Ahora el sueño había sido más raro aun. Había salido de su casa rumbo a la oficina y de pronto se había descubierto oliendo el pasto, a orillas de una vieja hacienda. Bebió un poco de agua del arroyo que se asomaba a unos metros y al levantar la mirada se encontró con un ciervo que lo observaba fijamente.
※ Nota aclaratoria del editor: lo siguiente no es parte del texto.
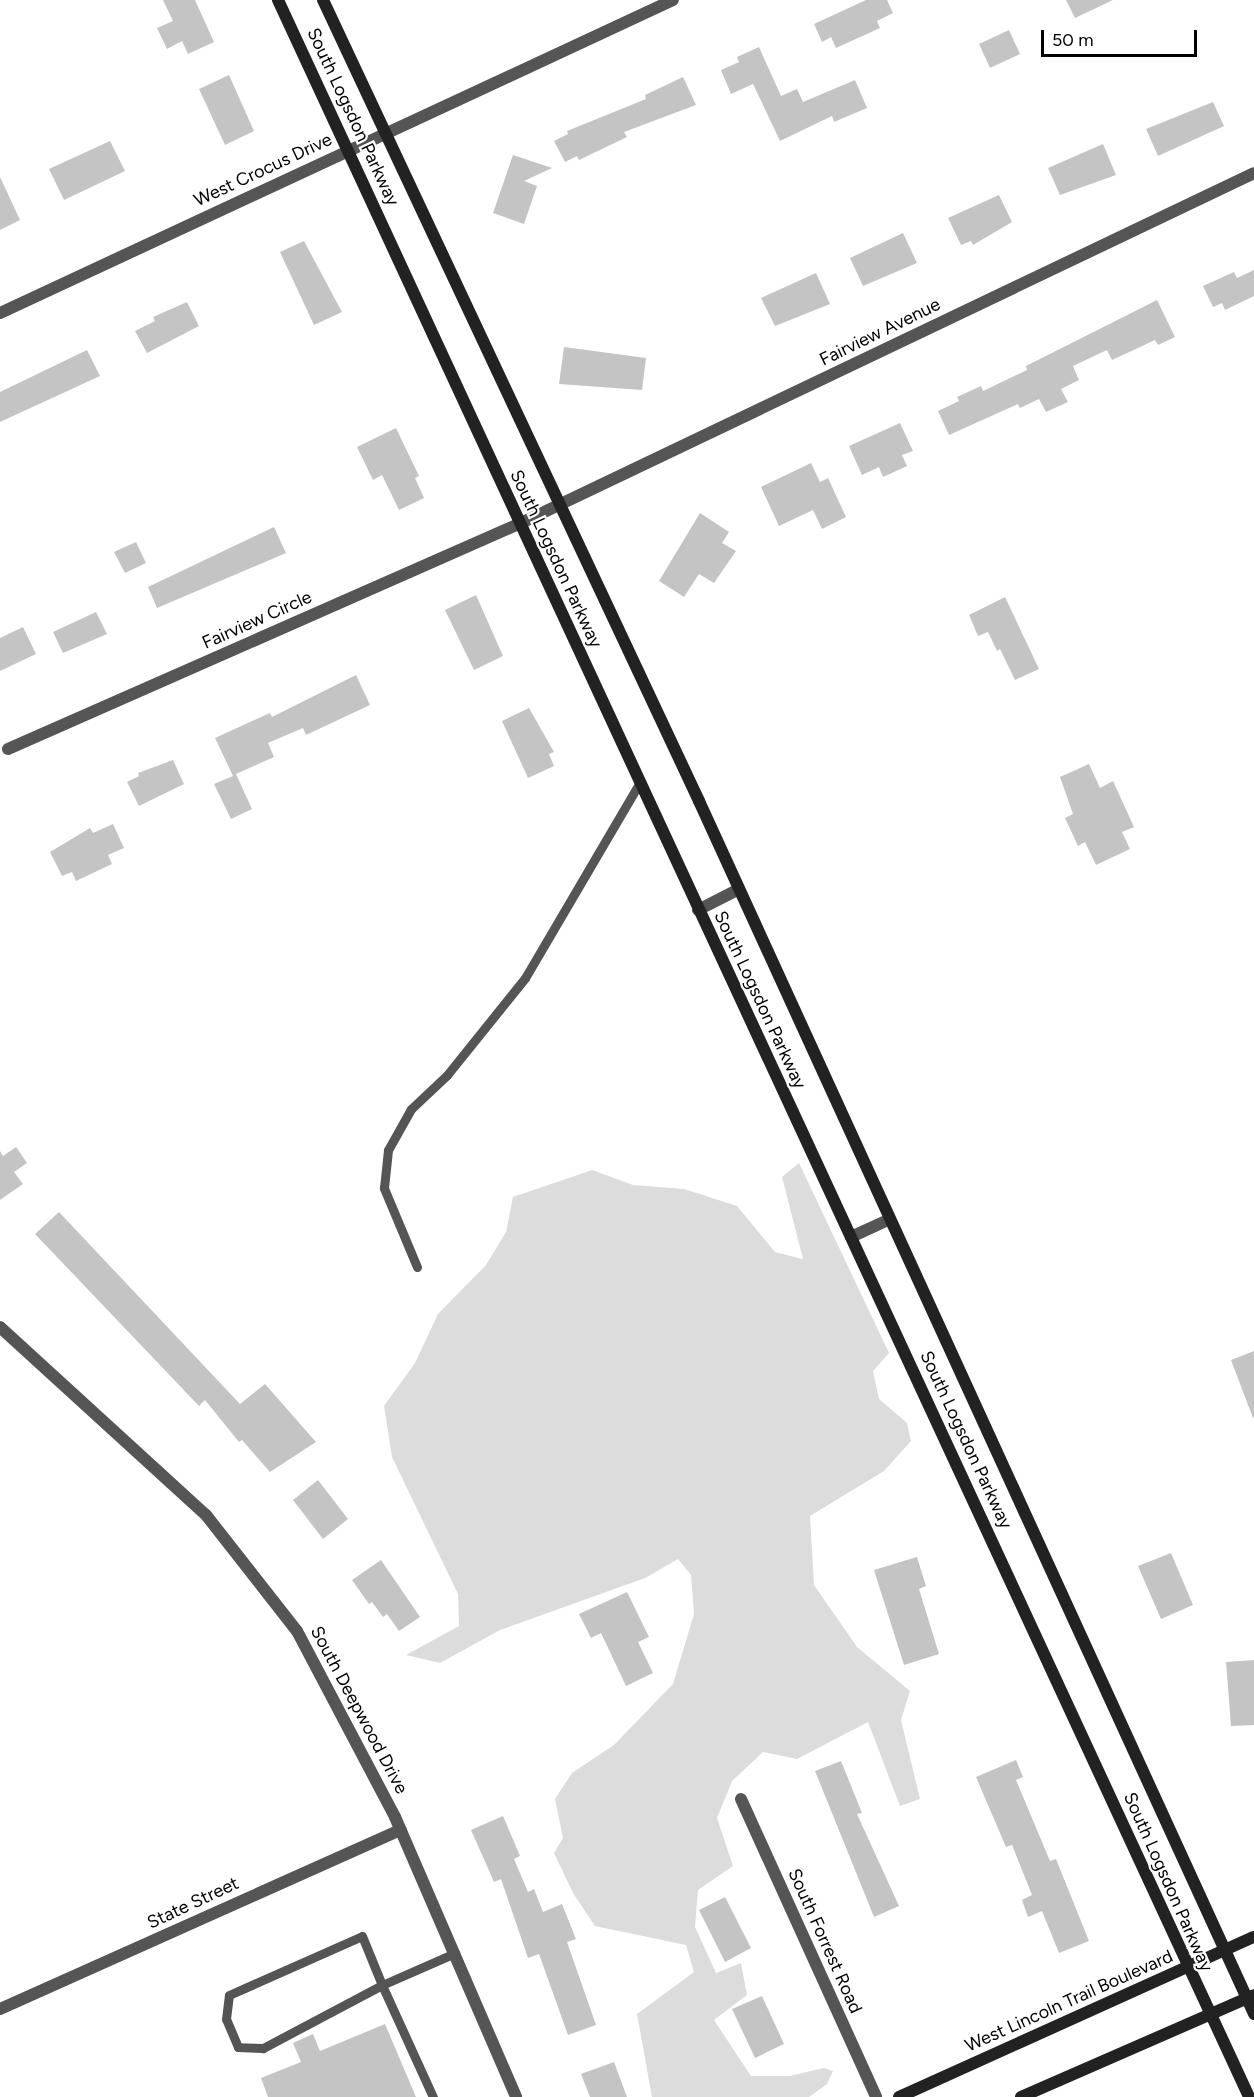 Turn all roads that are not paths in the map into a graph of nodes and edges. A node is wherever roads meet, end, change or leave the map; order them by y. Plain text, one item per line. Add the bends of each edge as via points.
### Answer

Separó los labios y de su boca surgieron las inquietantes palabras: -la simiente es el inevitable final-. Se despertó confundido y descubrió que aun balbuceaba algunas frases. -Duérmete, son las cuatro de la mañana y tienes una pesadilla- le dijo Ana.

Después de una hora, las dos hermanas abrieron los ojos y dejaron de tomarse de las manos. Estaban algo aturdidas y su vista era borrosa. Ana sonrió discretamente y esperó a que Tanwen dijera algo, pero su hermana menor tenía la mirada perdida y masticaba el momento. Decidió hablar primero. -He visto a un hombre que perseguía a un ciervo a lo largo de un riachuelo y se ha detenido a observarme, se llama…-¡Cernunnos!- interrumpió Tanwen, -y me ha dicho que me ha esperado por siglos-. -¡Exacto, eso es lo que me ha dicho!- apuntó Ana. -¿has visto lo mismo que yo?… sabes, una de las dos deberá casarse con él, me lo ha dicho este bosque entre susurros mientras realizábamos el conjuro -. -Así sea- respondió Tanwen.

 

2 comentarios leave one →
  1. marzo 3, 2009 12:32 pm

    Es una narración cerrada. No necesita uno saber quién es Cernunnos. Me gusta para abrir con este texto todo el relato, más que el inicio que utilizas. Aunque supongo que no sería del todo correcto, considerando que en este capítulo las protagonistas son estas dos hermanas.

  2. Edgar Sandoval Gutiérrez permalink*
    marzo 3, 2009 12:58 pm

    De alguna forma pensé la primera parte de la novela como un conjunto de textos intercambiables de lugar… guardadas muchísimo las proporciones, la pensé un poco en la estructura de Rayuela (sin buscar alcanzar el resultado de Cortazar, por supuesto, jejeje… hubiera sido demasiado pretencioso)… si te fijas, la parte de Tanwen y Cernunnos sobre la montaña también pretende ser cerrada… digamos que por ahora quiero establecer claramente a los personajes… se supone que así ha quedado justo hasta este post… y si no, es buen momento para aclararlo… son 4 personajes femeninos (Ana, Ana Tanwen y las hermanas Ana y Tanwen) y Cernunnos… que han empezado a interactuar de varias formas hasta ahora.